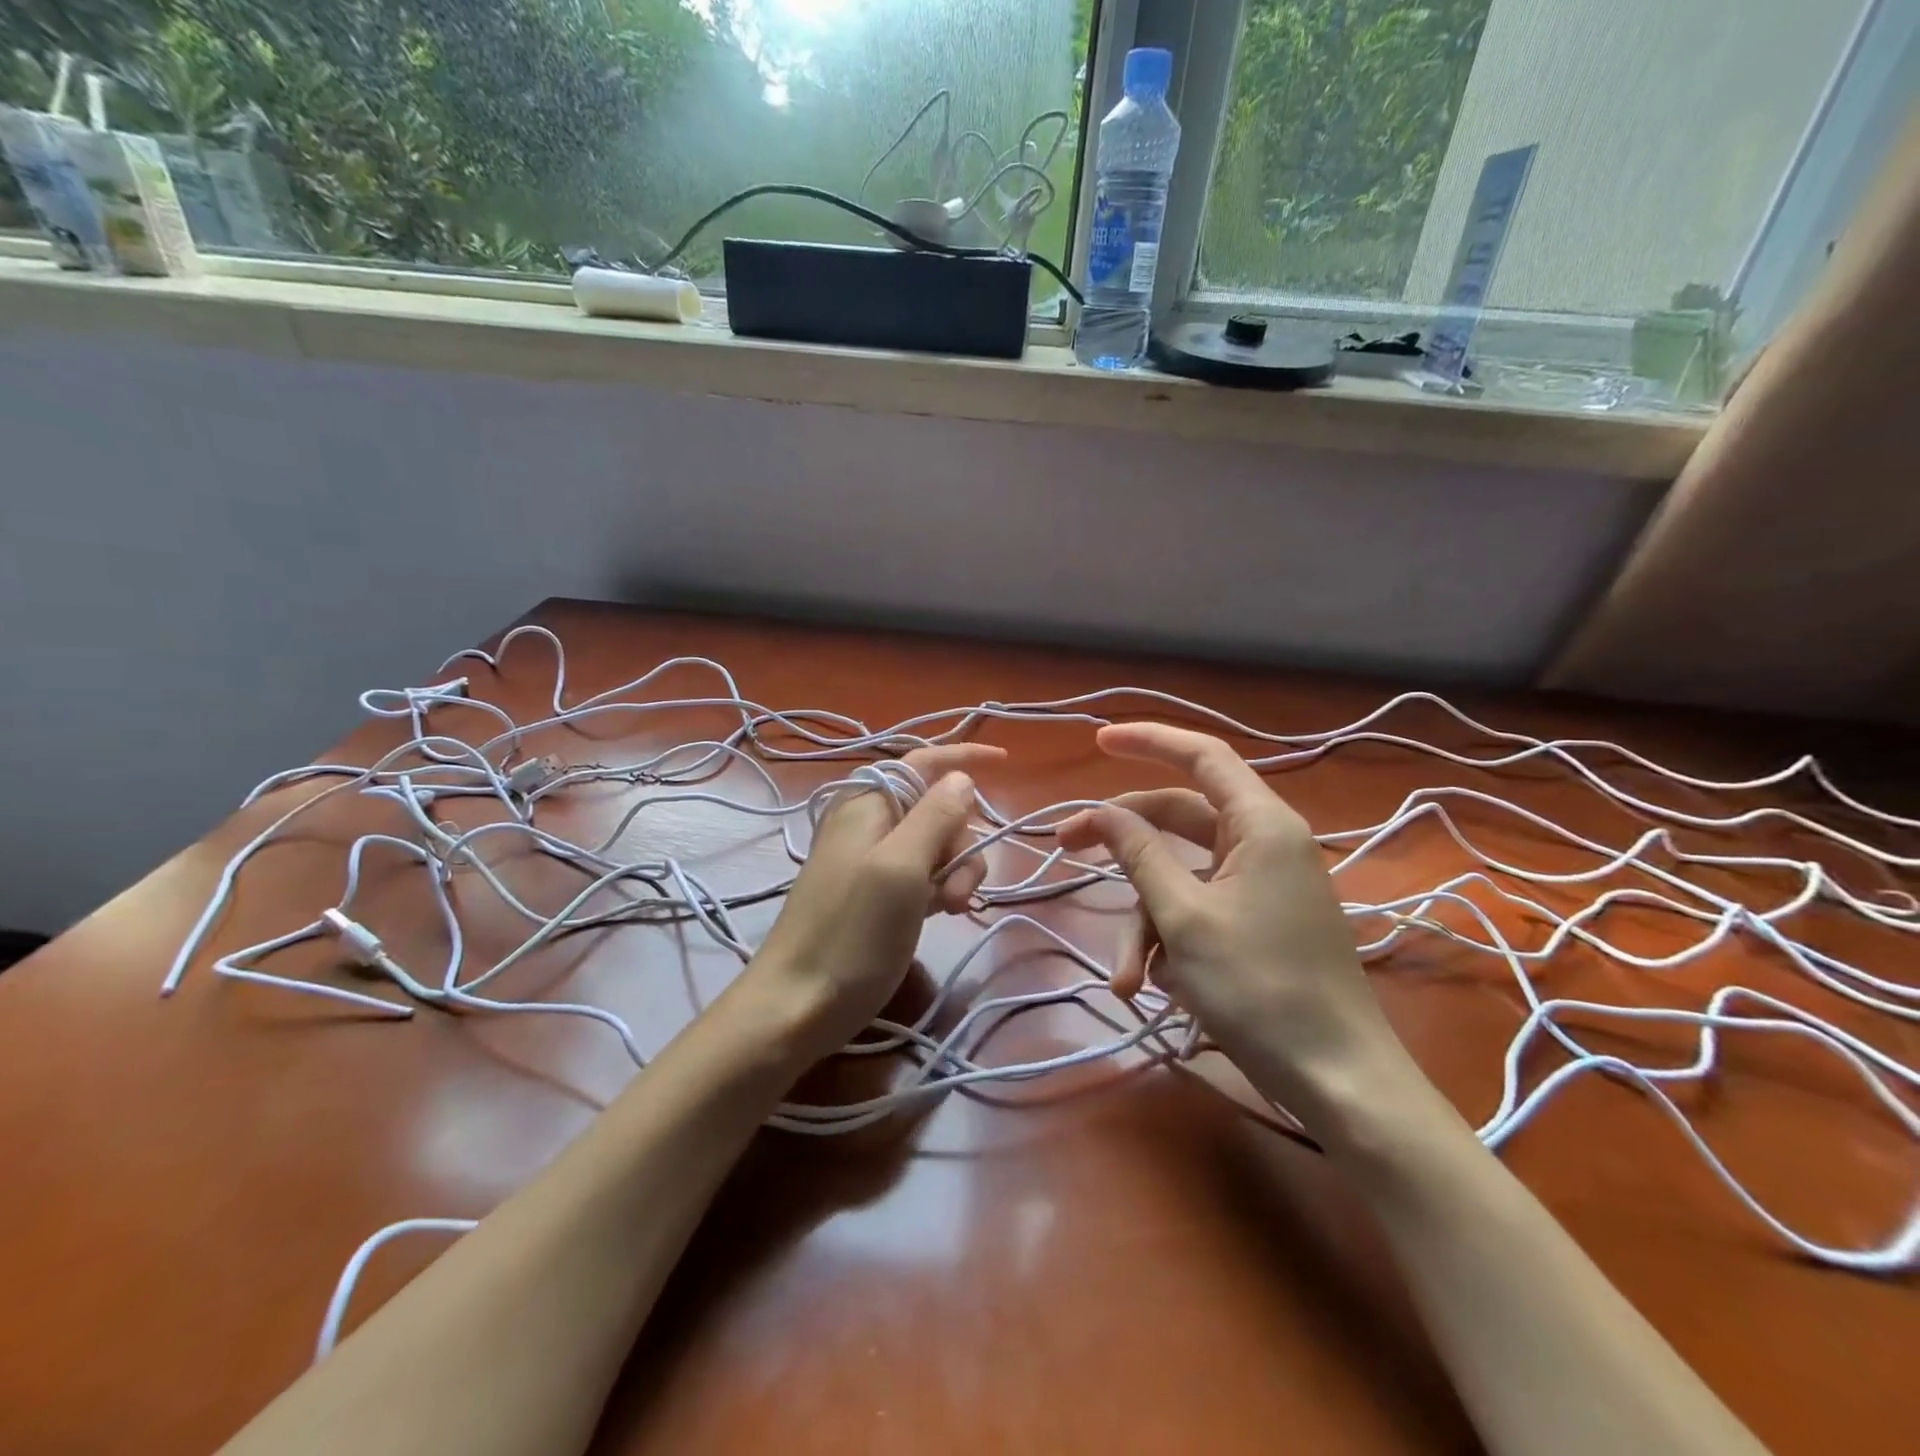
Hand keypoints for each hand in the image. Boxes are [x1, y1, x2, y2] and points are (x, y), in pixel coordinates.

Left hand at [745, 742, 1006, 1063]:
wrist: (797, 1005)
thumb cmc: (852, 933)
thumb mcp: (901, 867)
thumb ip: (934, 816)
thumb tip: (960, 777)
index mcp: (869, 803)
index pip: (924, 761)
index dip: (964, 757)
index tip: (1007, 760)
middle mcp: (869, 822)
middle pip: (937, 807)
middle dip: (960, 841)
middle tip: (956, 890)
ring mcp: (871, 859)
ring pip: (935, 844)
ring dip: (954, 871)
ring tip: (949, 909)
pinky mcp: (875, 893)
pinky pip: (921, 873)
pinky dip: (939, 887)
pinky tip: (941, 912)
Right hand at [1056, 723, 1411, 1129]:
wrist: (1337, 1080)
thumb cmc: (1260, 988)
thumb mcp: (1184, 917)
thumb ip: (1140, 854)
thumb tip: (1103, 810)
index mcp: (1261, 824)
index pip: (1202, 755)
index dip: (1150, 740)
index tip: (1098, 741)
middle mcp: (1264, 843)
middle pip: (1178, 817)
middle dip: (1122, 840)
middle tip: (1065, 846)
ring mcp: (1261, 885)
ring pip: (1180, 875)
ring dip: (1144, 920)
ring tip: (1127, 977)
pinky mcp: (1256, 922)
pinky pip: (1197, 909)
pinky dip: (1168, 939)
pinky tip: (1154, 985)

----

• **REQUIREMENT**
Start with the first line of the records above and end with the line containing "middle tip: (956, 890)". Output those lines exactly, pictures excluded.

• **TASK ANSWER**
Hand keypoints for each hand in the image. Boxes are [x1, y1, x2, y2] and points are (x, y), in pixel coordinates.

Left hand at [745, 742, 1006, 1063]:
wrist: (797, 1005)
thumb cmc: (852, 933)
thumb mcp: (901, 867)
thumb ip: (934, 816)
thumb tip: (960, 777)
index mcp: (869, 803)
index pip: (924, 761)
index dip: (964, 757)
index tip: (1007, 760)
middle mcp: (869, 822)
middle pip: (937, 807)
middle dip: (960, 841)
middle tip: (956, 890)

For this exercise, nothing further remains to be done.